_Directions_
Print every record exactly, omitting all pictures.

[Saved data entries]
++++

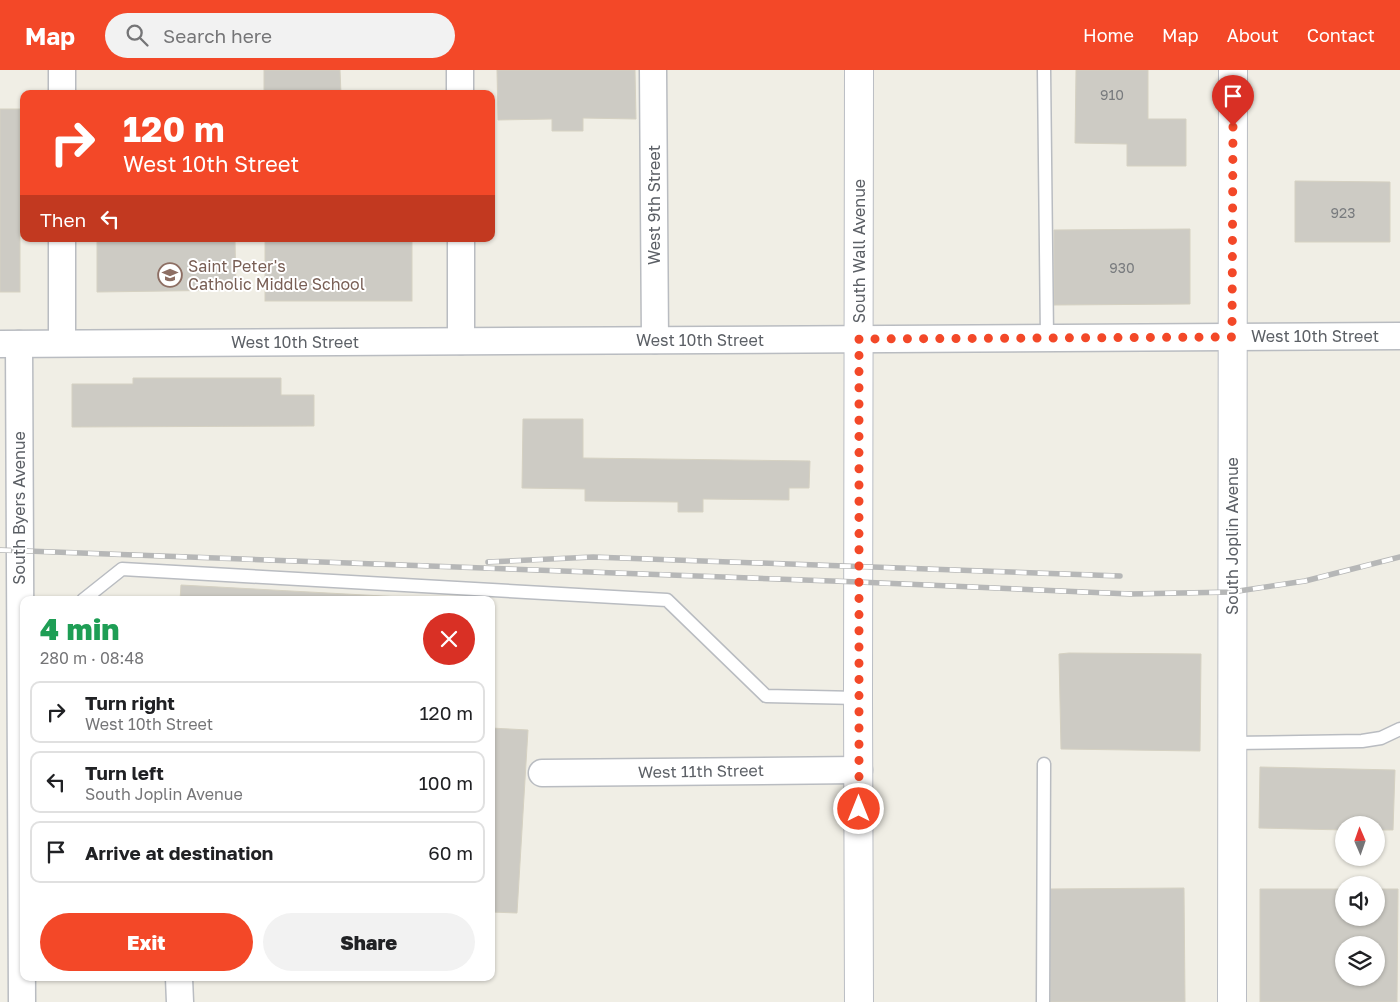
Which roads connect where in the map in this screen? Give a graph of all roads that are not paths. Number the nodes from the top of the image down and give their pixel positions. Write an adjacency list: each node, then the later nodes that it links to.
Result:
1 (62, 70): 7 (street)
2 (460, 70): 8 (street)
3 (653, 70): 15 (street, West 9th Street)
4 (859, 70): 14 (street, South Wall Avenue)
5 (1044, 70): 13 (lane)
6 (1233, 70): 12 (street, South Joplin Avenue)
7 (62, 90)
8 (460, 90)
9 (62, 242): 18 (street)
10 (461, 242): 16 (street)
11 (1400, 336): 12 (street, West 10th Street)
12 (1232, 337): 13 (street, West 10th Street); 24 (street, South Joplin Avenue)
13 (1047, 338): 14 (street, West 10th Street)
14 (859, 339): 15 (street, West 10th Street); 21 (street, South Wall Avenue)
15 (655, 340): 16 (street, West 10th Street)
16 (461, 341): 18 (street, West 10th Street)
17 (9, 344): 18 (street, West 10th Street); 19 (street, South Byers Avenue)
18 (62, 344)
19 (21, 596)
20 (88, 596): 21 (lane)
21 (858, 698): 26 (street, South Wall Avenue)
22 (20, 729): 28 (street, South Byers Avenue)
23 (1400, 729): 24 (lane)
24 (1232, 742): 36 (street, South Joplin Avenue)
25 (1044, 764): 35 (lane)
26 (859, 770): 27 (street, West 11th Street); 34 (street, South Wall Avenue)
27 (542, 773)
28 (15, 869): 29 (street, South Byers Avenue)
29 (20, 964)
30 (21, 981): 32 (street, South Byers Avenue)
31 (179, 981): 33 (street)
32 (22, 1002)
33 (180, 1002)
34 (859, 1002)
35 (1043, 1002)
36 (1232, 1002)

++++

_Answer box_
Which roads connect where in the map in this screen? Give a graph of all roads that are not paths. Number the nodes from the top of the image down and give their pixel positions. Write an adjacency list: each node, then the later nodes that it links to.
Result:
1 (62, 70): 7 (street)
2 (460, 70): 8 (street)
3 (653, 70): 15 (street, West 9th Street)
4 (859, 70): 14 (street, South Wall Avenue)
5 (1044, 70): 13 (lane)
6 (1233, 70): 12 (street, South Joplin Avenue)
7 (62, 90)
8 (460, 90)
9 (62, 242): 18 (street)
10 (461, 242): 16 (street)
11 (1400, 336): 12 (street, West 10th Street)
12 (1232, 337): 13 (street, West 10th Street); 24 (street, South Joplin Avenue)
13 (1047, 338): 14 (street, West 10th Street)
14 (859, 339): 15 (street, West 10th Street); 21 (street, South Wall Avenue)
15 (655, 340): 16 (street, West 10th Street)
16 (461, 341): 18 (street, West 10th Street)
17 (9, 344): 18 (street, West 10th Street); 19 (street, South Byers Avenue)
18 (62, 344)
19 (21, 596)
20 (88, 596): 21 (lane)
21 (858, 698): 26 (street, South Wall Avenue)
22 (20, 729): 28 (street, South Byers Avenue)
23 (1400, 729): 24 (lane)
24 (1232, 742): 36 (street, South Joplin Avenue)
25 (1044, 764): 35 (lane)
26 (859, 770): 27 (street, West 11th Street); 34 (street, South Wall Avenue)
27 (542, 773)
28 (15, 869): 29 (street, South Byers Avenue)
29 (20, 964)
30 (21, 981): 32 (street, South Byers Avenue)
31 (179, 981): 33 (street)
32 (22, 1002)
33 (180, 1002)
34 (859, 1002)
35 (1043, 1002)
36 (1232, 1002)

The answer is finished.